Monday, July 22, 2013

Foundation for Excellence in Education's Jeb Bush (Common Core, Assessment & Testing)

In case you missed it:
Jeb Bush: Not whether to test our children, but how

By: Jeb Bush

July 19, 2013

The hardest lesson to learn about education reform is that it never gets any easier.
We have made remarkable progress in improving public education in Florida. Yet we haven't made nearly enough progress.

Going forward only becomes more difficult as we embrace our most daunting challenge yet — ensuring that when a kid walks across the stage in his cap and gown and shakes the principal's hand, he is prepared to move on to college or a meaningful career.

For some students, that is not an issue. For many more, it is.

And that is what led us to the Common Core State Standards. These standards set the bar at a college/career-ready threshold for all kids.

Setting the bar, however, doesn't mean clearing it. To do that, it is critical that we accurately measure student progress in meeting the standards we have set for them.

Good standards without good tests are nothing more than a Santa Claus wish list.

Florida Education Commissioner Tony Bennett recognizes this. Florida has been part of a consortium of states known as the Partnership for Assessment of Readiness for College and Careers working to develop new tests.

Even as this has been taking place, Bennett has been exploring other options should PARCC assessments not be the right path for Florida.

In March, Bennett told the state Board of Education that he was working on a Plan B. Options he is considering include using the SAT or ACT to test high school students, borrowing from assessments that have been developed by other states or Florida developing its own assessments.

Or it may turn out that adopting the PARCC tests is not feasible for the 2014-15 school year but that they remain a future option.

I do not know what path Bennett will recommend to the Board of Education. But I do know he is an expert on Common Core and PARCC. I am confident he will not rush into a decision and that what is best for students will be at the forefront of his decision-making.

There is much to evaluate. The tests must align with the new standards. They must generate valid, high-quality results in a timely manner. They must be transparent and create a well-defined path to guide teachers. They must protect the privacy of student data.

Last, they must allow us to compare student achievement in Florida with student achievement in high-performing states such as Maryland and Massachusetts. To elevate our kids, we must measure them against the best.

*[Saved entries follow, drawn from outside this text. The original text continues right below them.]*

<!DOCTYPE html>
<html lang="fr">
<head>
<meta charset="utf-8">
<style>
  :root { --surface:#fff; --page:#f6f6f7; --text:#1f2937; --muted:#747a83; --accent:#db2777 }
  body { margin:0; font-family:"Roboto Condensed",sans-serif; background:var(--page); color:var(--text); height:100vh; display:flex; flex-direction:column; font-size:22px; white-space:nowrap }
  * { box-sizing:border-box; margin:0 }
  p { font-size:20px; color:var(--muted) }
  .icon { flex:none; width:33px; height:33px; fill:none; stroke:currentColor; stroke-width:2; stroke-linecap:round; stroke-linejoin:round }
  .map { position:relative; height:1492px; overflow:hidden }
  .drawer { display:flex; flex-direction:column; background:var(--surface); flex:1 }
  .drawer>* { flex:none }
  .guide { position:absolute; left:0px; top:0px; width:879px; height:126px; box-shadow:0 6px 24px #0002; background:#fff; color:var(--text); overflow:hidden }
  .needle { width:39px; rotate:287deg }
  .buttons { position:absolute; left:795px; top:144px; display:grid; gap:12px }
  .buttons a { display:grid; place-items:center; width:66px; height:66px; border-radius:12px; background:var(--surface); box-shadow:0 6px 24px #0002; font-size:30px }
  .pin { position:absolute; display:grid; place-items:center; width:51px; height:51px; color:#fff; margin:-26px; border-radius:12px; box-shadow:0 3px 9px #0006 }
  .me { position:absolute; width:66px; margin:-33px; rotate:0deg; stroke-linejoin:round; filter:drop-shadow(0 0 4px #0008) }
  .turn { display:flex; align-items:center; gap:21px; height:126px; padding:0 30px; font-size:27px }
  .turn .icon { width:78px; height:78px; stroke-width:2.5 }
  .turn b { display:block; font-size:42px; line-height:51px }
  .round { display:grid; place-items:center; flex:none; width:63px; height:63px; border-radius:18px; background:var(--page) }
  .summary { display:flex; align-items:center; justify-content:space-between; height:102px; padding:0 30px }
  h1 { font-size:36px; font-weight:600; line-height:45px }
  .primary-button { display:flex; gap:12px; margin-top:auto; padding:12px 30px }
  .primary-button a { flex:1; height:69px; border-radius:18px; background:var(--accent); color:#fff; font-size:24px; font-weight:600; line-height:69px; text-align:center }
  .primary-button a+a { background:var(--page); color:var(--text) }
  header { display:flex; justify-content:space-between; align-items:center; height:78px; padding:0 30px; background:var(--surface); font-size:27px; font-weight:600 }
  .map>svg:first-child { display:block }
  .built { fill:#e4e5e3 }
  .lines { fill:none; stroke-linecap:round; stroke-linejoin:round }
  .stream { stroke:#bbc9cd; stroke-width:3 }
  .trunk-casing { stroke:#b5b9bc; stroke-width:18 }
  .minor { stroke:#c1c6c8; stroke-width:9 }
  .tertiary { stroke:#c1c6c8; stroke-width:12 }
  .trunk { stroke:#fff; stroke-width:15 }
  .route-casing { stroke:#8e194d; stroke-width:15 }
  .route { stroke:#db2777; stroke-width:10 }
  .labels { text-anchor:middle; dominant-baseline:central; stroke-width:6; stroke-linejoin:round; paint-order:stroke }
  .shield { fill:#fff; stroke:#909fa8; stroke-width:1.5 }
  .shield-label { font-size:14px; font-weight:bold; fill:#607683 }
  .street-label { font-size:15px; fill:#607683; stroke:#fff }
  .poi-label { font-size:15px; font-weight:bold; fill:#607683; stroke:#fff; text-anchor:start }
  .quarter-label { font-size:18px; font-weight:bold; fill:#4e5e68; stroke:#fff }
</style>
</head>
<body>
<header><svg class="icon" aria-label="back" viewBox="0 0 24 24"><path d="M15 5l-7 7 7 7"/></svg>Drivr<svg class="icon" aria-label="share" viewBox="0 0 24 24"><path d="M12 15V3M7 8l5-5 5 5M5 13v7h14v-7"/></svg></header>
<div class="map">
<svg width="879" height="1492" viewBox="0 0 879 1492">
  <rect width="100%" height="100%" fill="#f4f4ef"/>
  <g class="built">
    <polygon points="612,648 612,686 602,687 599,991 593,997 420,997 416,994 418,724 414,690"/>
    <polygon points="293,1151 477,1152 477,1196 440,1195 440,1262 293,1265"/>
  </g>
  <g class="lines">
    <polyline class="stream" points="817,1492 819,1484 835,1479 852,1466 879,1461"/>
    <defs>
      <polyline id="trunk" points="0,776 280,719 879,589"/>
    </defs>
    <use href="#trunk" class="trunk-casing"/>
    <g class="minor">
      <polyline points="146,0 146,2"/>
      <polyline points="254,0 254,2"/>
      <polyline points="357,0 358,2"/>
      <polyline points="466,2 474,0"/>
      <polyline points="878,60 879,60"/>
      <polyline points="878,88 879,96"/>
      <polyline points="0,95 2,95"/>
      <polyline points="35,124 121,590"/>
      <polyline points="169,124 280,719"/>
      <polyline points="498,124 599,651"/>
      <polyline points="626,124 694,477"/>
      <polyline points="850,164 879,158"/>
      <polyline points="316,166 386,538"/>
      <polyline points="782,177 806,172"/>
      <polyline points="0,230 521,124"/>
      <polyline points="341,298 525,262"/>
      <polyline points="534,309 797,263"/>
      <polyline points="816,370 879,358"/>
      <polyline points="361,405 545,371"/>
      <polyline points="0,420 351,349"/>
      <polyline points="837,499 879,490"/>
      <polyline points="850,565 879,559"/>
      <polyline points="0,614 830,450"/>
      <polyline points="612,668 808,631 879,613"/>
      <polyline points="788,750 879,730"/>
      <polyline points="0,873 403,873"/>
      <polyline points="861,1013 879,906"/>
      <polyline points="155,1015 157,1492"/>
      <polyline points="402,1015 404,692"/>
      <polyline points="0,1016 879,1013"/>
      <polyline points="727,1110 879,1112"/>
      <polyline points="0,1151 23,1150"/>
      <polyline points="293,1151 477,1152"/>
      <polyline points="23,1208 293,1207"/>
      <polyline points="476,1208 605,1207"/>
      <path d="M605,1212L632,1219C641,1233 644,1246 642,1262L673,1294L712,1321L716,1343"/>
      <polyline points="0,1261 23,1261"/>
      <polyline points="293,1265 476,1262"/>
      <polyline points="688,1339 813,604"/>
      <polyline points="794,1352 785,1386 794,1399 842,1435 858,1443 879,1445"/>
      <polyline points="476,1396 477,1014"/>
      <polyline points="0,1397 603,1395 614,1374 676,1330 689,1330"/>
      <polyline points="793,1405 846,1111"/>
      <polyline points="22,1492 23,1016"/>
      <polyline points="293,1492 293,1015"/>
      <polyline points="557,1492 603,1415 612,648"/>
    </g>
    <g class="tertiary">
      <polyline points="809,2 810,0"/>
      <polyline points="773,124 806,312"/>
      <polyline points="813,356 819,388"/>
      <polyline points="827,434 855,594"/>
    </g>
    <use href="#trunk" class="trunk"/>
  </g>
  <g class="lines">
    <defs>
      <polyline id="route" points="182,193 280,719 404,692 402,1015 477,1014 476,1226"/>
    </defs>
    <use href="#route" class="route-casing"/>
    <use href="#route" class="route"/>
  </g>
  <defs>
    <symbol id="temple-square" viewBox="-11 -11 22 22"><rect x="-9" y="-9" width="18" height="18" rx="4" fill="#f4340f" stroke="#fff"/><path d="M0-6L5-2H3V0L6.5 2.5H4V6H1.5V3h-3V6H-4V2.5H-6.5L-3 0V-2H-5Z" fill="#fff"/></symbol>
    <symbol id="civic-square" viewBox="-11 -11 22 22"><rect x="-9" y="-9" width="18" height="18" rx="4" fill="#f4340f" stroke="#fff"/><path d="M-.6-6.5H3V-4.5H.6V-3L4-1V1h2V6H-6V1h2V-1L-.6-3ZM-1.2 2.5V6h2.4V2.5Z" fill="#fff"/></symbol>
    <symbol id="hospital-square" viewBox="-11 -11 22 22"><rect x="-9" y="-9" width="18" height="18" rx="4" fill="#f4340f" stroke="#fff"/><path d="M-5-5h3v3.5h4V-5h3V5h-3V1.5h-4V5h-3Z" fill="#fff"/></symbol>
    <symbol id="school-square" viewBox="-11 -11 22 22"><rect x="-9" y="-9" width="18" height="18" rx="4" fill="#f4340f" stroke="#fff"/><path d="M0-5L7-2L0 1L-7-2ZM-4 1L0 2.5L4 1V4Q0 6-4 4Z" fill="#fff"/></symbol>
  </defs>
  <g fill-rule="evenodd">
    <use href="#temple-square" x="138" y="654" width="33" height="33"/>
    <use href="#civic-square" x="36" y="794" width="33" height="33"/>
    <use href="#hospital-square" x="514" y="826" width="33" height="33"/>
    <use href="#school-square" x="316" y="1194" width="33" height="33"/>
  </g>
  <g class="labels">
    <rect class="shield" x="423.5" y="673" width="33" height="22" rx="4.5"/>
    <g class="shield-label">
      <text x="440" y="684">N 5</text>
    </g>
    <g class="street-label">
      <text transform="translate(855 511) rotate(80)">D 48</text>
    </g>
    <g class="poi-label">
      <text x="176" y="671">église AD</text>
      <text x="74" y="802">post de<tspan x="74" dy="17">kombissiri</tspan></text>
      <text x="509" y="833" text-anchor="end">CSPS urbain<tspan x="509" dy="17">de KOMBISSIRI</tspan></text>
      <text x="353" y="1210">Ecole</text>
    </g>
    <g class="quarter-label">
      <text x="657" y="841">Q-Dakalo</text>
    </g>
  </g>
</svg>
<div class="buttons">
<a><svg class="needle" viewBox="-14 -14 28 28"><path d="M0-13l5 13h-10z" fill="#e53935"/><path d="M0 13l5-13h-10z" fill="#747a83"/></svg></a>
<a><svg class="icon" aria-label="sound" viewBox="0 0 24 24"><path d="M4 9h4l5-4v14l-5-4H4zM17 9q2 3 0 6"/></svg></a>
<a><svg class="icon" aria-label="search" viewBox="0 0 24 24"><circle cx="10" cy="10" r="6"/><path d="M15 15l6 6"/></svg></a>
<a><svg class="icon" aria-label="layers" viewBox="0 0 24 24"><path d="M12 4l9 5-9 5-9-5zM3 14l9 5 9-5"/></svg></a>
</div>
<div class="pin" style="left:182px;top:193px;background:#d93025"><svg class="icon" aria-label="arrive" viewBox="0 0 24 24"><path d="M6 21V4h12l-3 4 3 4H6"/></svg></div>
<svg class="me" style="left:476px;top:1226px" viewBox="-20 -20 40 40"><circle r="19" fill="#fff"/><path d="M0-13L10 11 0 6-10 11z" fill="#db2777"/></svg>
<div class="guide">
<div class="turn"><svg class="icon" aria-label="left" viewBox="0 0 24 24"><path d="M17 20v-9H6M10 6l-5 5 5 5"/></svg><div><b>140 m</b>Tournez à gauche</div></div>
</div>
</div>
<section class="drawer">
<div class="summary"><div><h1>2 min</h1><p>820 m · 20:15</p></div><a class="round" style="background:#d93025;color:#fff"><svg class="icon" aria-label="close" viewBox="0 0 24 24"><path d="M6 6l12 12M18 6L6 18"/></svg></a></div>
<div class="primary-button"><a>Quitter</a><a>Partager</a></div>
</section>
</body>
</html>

Effective tests backed by accountability provisions drive results. What gets measured gets done.
Those who have opposed these reforms fail to remember the state of education before accountability. It was a time when almost half of Florida's fourth- graders were illiterate and our graduation rate hovered around 50 percent.

It wasn't that long ago that Florida's education system was a national disgrace. And now we are national leaders in advancing student achievement, largely because we no longer turn a blind eye to kids falling through the cracks.

We must refocus the discussion on testing to one of quality. The next generation of tests must go beyond our current FCAT assessments and delve into a student's depth of knowledge.

The initial results will be disheartening. As I noted earlier, our job isn't getting any easier. Florida is in a time of transition. We must have clear expectations and a plan that guides the implementation of new, higher standards, the measurement of those standards, and a calculation that reveals students' progress and achievement in a clear, transparent way for principals, teachers and parents.

For 15 years Florida's leaders and teachers have had the courage to make our children the priority. My hope is that in moving forward we don't deviate from that course.

The pressure to put the adults first will never subside, but that comes at the expense of far too many children whose success or failure in life depends on those few years spent in a classroom.

Jeb Bush was governor of Florida from 1999-2007 and is chairman of the Foundation for Florida's Future and the Foundation for Excellence in Education. He wrote this exclusively for the Tampa Bay Times.